Plant SWEETs play crucial roles in cellular sugar efflux processes: phloem loading, pollen nutrition and nectar secretion. Bacterial SemiSWEETs often consist of a triple-helix bundle and form semi-symmetrical, parallel dimers, thereby generating the translocation pathway. Two SemiSWEET isoforms have been crystallized, one in an apparently open state and one in an occluded state, indicating that SemiSWEETs and SWEETs are transporters that undergo rocking-type movements during the transport cycle (Xu et al., 2014). In SemiSWEETs and SWEETs, two triple-helix bundles are arranged in a parallel configuration to produce the 6- and (3 + 1 + 3) -transmembrane-helix pores, respectively. Given the similarity of SemiSWEETs and SWEETs to PQ-loop amino acid transporters and to mitochondrial pyruvate carriers (MPCs), the structures characterized by Xu et al., 2014 may also be relevant to other transporters in the TOG superfamily (Yee et al. 2013). Characterization and expression profiling of the 30 SWEET proteins (8 with one repeat unit, 21 with two, and 1 with 4) in cabbage (Brassica oleracea) revealed their roles in chilling and clubroot disease responses.
Latorraca et al. 2017; captured the translocationprocess by crystallography and unguided molecular dynamics simulations, providing an atomic-level description of alternating access transport. Simulations of a SWEET-family transporter initiated from an outward-open, glucose-bound structure spontaneously adopts occluded and inward-open conformations matching crystal structures. Mutagenesis experiments validated simulation predictions suggesting that state transitions are driven by favorable interactions formed upon closure of extracellular and intracellular 'gates' and by an unfavorable transmembrane helix configuration when both gates are closed. This mechanism leads to tight allosteric coupling between gates, preventing them from opening simultaneously. The substrate appears to take a 'free ride' across the membrane without causing major structural rearrangements in the transporter.
Plant SWEET sugar transporters play roles in phloem transport, nectar secretion, pollen nutrition, stress tolerance, and plant-pathogen interactions (Gao et al. 2017). Fify nine family members have been identified in wheat. Phylogenetic relationships, numbers of TMSs, gene structures, and motifs showed that TaSWEETs have 3-7 TMSs fall into four clades with 10 different types of motifs. Examination of the expression patterns of 18 SWEET genes revealed that a few are tissue-specific while most are ubiquitously expressed.
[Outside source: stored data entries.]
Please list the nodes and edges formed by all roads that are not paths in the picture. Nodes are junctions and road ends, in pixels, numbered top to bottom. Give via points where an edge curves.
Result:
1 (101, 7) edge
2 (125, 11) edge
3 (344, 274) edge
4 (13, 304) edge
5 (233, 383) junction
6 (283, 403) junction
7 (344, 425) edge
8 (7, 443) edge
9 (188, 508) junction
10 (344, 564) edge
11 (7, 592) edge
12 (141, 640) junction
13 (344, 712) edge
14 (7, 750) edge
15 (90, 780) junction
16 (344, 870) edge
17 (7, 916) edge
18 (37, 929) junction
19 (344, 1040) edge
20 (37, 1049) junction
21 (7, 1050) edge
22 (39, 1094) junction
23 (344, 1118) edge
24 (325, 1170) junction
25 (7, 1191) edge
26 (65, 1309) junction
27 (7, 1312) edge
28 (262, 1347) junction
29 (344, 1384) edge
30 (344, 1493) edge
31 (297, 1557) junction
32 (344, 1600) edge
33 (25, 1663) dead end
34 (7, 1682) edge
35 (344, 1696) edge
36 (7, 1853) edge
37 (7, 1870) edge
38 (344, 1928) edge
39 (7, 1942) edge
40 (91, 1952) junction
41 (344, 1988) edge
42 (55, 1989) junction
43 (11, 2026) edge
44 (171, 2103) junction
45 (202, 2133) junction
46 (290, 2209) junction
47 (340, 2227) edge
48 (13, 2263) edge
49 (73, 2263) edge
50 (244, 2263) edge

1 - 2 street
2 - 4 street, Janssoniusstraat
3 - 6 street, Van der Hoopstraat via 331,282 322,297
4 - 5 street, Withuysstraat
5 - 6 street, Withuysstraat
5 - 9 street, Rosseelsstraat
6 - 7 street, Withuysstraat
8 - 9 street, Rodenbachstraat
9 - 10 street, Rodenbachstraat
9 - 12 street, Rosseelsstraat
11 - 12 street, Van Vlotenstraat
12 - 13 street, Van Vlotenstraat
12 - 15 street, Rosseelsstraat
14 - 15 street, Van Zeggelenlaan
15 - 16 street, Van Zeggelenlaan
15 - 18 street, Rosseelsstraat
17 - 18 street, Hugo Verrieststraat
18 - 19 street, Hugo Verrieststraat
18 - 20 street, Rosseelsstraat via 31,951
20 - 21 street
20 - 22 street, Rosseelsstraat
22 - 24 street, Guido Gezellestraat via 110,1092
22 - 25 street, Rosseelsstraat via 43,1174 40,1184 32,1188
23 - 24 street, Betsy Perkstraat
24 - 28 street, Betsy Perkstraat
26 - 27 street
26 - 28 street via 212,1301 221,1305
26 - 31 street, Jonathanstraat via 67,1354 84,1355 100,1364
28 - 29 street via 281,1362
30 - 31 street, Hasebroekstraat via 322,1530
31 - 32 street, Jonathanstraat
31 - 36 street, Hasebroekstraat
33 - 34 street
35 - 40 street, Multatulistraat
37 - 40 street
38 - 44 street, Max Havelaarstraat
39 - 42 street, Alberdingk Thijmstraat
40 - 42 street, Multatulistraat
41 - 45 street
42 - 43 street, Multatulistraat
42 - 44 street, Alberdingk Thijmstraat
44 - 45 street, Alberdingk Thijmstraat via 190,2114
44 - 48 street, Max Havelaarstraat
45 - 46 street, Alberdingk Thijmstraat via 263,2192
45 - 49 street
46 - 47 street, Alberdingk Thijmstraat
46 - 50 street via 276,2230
Using a stem rust-susceptible cultivar, 'Little Club' (LC) the expression of five SWEETs tested induced following inoculation (Gao et al. 2017). Sugar is transported via SWEETS and semi-SWEETS from the extracellular side (via an outward-open state) to the intracellular side (inward-open state) through an intermediate occluded state with both extracellular and intracellular gates closed (Bera and Klauda 2018).